Mr. Pasko's long-running case is a cause celebre among human-rights organizations. Yelena Bonner, the widow of Nobel laureate Andrei Sakharov, and Alexander Nikitin, an environmentalist who was acquitted of treason for his efforts in exposing dangerous nuclear-waste disposal, were among those who signed a letter by the Moscow Helsinki group. It said of the Pasko trial that, "Today an illusion collapsed, showing the true price of freedom in Russia." For those not familiar with this saga, a few details are in order.

Mr. Pasko, who holds the rank of captain in the Russian navy, spent 14 years working for a military newspaper covering the Pacific Fleet. Mr. Pasko's articles on the dumping by Russian ships of radioactive waste into the Sea of Japan drew the attention of Japanese television station NHK. Mr. Pasko claims NHK paid him a few hundred dollars for permission to cite his articles in NHK broadcasts and for appearing as a commentator in one broadcast -- none of which is illegal.

FSB secret police clearly had had enough of Mr. Pasko's whistle-blowing, however. He was arrested by FSB officers in 1997 and charged with 10 counts of espionage involving alleged attempts to transfer "state secrets" to Japanese journalists. When he was acquitted of the charges at a first trial, the FSB persuaded a higher court to launch a new trial. He has spent 20 months in prison during a number of trials and appeals.

Human-rights organizations and others tracking the latest five-month closed door trial in Vladivostok claim that the prosecutor's evidence has been so flimsy, and the process so riddled with violations of Russia's legal code, as to make the entire trial a sham. Indeed, prosecutors and the court dropped or dismissed all but one of the charges against him by the time his sentence was read at a Vladivostok military court on Tuesday. Mr. Pasko's lawyer said in the end he was convicted only of "intending to transfer" documents to a Japanese journalist.

The conviction is still a victory for the FSB, the organization in which Mr. Putin spent his career, and that can only have the desired effect of chilling journalism that shines an unwelcome light on the failings of the Russian state or any of its arms. Mr. Pasko has appealed the sentence, but has acknowledged he is unlikely to get satisfaction in a Russian court given the energy the FSB has invested in this case.

In the FSB's zero-sum world, criticism of Russia is tantamount to betrayal. This thinking is so Soviet as to strike a Western observer as utterly absurd. The right to dissent is the sine qua non of democracy. "This criminal case was born of a dislike for the truth," Mr. Pasko has said. The truth has indeed had a bad year in Russia, with the disembowelment of Russia's only two major independent television stations, NTV and TV-6.

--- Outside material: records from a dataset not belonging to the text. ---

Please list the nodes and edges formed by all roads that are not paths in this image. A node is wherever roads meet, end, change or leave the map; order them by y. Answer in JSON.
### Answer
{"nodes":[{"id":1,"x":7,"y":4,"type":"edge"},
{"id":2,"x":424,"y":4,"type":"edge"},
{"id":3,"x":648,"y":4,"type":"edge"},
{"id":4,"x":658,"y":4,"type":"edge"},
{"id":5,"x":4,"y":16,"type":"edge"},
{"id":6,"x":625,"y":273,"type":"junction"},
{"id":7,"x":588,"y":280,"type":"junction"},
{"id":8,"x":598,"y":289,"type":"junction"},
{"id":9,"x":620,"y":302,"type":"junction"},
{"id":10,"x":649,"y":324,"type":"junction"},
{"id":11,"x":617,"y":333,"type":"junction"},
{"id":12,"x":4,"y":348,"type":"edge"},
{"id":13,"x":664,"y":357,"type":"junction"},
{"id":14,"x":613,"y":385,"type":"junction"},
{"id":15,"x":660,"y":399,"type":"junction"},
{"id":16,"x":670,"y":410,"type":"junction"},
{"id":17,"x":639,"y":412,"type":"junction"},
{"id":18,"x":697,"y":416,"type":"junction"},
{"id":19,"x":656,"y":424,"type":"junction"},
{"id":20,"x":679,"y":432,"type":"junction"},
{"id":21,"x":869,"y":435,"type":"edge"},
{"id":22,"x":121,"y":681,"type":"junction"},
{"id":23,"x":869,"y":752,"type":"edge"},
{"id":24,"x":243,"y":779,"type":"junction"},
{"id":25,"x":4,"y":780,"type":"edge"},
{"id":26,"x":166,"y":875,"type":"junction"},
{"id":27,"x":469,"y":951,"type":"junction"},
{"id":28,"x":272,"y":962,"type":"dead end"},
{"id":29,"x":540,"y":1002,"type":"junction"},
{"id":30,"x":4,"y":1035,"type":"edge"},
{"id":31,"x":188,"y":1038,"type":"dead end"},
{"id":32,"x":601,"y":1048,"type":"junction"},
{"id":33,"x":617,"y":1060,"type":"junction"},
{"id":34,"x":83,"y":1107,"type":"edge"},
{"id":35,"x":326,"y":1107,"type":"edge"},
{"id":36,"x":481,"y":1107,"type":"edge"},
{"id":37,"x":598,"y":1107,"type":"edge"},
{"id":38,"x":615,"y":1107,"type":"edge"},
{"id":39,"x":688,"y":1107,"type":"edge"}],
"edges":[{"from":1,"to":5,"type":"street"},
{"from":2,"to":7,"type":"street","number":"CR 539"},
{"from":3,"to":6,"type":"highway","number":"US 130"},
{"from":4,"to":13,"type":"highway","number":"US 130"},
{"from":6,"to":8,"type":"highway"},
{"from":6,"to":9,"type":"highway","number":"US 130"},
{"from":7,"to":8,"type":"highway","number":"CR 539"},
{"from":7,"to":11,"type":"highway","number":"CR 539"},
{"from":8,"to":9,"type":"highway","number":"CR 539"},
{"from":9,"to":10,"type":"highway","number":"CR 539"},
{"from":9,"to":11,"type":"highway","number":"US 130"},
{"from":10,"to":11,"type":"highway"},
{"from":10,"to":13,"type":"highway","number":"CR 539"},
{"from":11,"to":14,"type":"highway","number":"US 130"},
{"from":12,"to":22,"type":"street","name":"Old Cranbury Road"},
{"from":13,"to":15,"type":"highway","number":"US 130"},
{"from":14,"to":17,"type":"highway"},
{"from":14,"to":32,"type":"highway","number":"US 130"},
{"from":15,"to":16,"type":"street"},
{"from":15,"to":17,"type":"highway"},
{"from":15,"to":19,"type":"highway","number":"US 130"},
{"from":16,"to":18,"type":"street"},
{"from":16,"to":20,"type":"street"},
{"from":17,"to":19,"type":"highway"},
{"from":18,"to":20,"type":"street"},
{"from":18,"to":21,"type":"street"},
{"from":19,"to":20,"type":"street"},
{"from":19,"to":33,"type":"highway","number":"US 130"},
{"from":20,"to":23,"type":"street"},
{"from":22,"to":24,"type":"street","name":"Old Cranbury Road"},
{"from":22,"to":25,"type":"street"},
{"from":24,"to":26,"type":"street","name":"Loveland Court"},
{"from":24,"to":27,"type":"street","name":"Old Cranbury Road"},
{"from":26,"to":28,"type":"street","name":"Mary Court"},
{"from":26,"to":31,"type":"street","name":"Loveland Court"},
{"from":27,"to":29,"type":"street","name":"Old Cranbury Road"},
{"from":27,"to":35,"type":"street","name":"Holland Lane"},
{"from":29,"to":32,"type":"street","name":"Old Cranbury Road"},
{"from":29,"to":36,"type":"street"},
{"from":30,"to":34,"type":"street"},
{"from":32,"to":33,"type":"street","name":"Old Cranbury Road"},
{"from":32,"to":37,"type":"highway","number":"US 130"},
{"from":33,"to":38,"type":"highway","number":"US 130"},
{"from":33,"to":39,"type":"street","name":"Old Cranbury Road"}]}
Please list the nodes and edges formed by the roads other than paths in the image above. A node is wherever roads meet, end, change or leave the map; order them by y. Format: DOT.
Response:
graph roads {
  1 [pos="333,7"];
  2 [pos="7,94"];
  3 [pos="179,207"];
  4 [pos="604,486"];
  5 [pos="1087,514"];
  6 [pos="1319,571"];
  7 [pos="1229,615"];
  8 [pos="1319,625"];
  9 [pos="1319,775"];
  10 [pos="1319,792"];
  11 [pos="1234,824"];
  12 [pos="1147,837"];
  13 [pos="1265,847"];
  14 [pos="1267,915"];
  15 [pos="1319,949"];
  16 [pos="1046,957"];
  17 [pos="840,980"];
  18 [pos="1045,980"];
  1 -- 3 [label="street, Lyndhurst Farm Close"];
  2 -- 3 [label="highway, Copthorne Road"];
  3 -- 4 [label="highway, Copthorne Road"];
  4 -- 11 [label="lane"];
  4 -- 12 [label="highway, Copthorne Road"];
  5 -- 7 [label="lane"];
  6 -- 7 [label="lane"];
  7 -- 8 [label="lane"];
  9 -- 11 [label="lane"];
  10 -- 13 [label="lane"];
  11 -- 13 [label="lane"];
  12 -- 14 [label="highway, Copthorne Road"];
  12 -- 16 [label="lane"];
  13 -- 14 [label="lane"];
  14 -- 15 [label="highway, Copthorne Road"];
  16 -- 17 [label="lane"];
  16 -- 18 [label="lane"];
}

All of this casts a pall on the otherwise commendable economic reforms undertaken by the Putin administration, and the encouraging pledges for institutional reform. The abuses cannot be ignored by the West as simply internal matters of no concern to the outside world. The freedom of expression, and due process of law are goods in themselves. Better observance would make Russia a more reliable partner for the West and a more attractive target for investment. Indeed, the vulnerability of Russia's judicial system to manipulation is part of the reason foreign investors have remained wary of Russia.

Last week's phone-in was brilliant stuff. It left the impression of evolved, democratic government at the service of the Russian people; of the President, accountable, at its head. No one should say this isn't progress. But as Mr. Pasko knows too well, Mr. Putin's Russia has another face, wholly inconsistent with real democracy. At some point, Mr. Putin will have to choose between a state that exists to serve its citizens; and one that pursues its own ends foremost. His FSB has clearly made its choice.